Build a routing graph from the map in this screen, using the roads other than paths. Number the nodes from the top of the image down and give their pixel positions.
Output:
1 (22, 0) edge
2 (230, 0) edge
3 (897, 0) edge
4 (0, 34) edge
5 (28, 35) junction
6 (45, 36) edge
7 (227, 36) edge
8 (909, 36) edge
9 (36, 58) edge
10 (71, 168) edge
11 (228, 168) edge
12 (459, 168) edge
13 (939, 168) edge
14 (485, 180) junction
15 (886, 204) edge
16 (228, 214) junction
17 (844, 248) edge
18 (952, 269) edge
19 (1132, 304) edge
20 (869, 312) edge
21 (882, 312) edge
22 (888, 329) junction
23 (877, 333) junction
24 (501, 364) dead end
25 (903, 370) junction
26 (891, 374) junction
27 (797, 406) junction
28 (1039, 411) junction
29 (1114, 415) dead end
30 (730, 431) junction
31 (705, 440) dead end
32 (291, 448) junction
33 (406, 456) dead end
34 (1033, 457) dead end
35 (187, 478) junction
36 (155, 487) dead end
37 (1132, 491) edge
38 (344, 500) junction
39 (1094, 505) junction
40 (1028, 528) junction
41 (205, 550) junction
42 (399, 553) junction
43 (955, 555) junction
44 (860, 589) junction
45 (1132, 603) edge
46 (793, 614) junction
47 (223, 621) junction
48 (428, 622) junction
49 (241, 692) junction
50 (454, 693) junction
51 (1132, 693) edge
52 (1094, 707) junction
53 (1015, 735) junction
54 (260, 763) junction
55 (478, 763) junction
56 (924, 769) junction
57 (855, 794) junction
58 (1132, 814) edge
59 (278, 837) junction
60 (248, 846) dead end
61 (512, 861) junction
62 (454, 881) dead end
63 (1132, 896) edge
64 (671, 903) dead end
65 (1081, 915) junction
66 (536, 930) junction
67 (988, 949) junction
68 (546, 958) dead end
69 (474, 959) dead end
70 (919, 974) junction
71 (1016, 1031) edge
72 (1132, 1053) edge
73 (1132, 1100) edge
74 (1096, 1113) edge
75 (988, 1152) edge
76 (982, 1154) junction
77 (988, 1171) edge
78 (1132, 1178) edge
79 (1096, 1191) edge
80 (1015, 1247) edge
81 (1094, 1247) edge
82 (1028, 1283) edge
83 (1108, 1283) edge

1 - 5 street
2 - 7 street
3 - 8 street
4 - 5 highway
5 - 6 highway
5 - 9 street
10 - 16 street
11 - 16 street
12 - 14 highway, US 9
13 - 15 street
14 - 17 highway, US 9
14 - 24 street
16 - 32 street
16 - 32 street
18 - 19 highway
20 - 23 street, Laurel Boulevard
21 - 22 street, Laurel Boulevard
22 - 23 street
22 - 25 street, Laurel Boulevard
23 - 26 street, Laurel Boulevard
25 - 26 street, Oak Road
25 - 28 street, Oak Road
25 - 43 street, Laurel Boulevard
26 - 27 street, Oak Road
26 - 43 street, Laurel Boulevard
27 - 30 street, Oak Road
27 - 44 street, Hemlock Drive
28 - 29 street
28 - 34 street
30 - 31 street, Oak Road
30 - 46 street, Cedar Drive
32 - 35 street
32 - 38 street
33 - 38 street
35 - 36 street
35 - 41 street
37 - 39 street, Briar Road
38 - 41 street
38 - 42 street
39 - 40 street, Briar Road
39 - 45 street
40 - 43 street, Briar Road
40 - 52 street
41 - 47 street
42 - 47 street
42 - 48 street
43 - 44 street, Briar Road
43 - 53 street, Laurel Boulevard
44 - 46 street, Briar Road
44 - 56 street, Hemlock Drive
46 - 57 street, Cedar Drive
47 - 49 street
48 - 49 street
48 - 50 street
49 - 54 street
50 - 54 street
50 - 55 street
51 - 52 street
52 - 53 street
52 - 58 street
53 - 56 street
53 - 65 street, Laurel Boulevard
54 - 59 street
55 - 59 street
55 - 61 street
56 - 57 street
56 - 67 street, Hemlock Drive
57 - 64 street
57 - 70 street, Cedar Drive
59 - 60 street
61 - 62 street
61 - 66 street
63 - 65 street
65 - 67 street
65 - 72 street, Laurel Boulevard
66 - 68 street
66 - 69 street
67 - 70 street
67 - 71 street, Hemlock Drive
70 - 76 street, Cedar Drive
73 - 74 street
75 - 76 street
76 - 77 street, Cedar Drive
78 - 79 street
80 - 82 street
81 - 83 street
-*-
Go through the material above, and wherever a line contains the string "dead", return it.

24 (501, 364) dead end
29 (1114, 415) dead end
31 (705, 440) dead end
33 (406, 456) dead end
34 (1033, 457) dead end
36 (155, 487) dead end
60 (248, 846) dead end
62 (454, 881) dead end
64 (671, 903) dead end
68 (546, 958) dead end
69 (474, 959) dead end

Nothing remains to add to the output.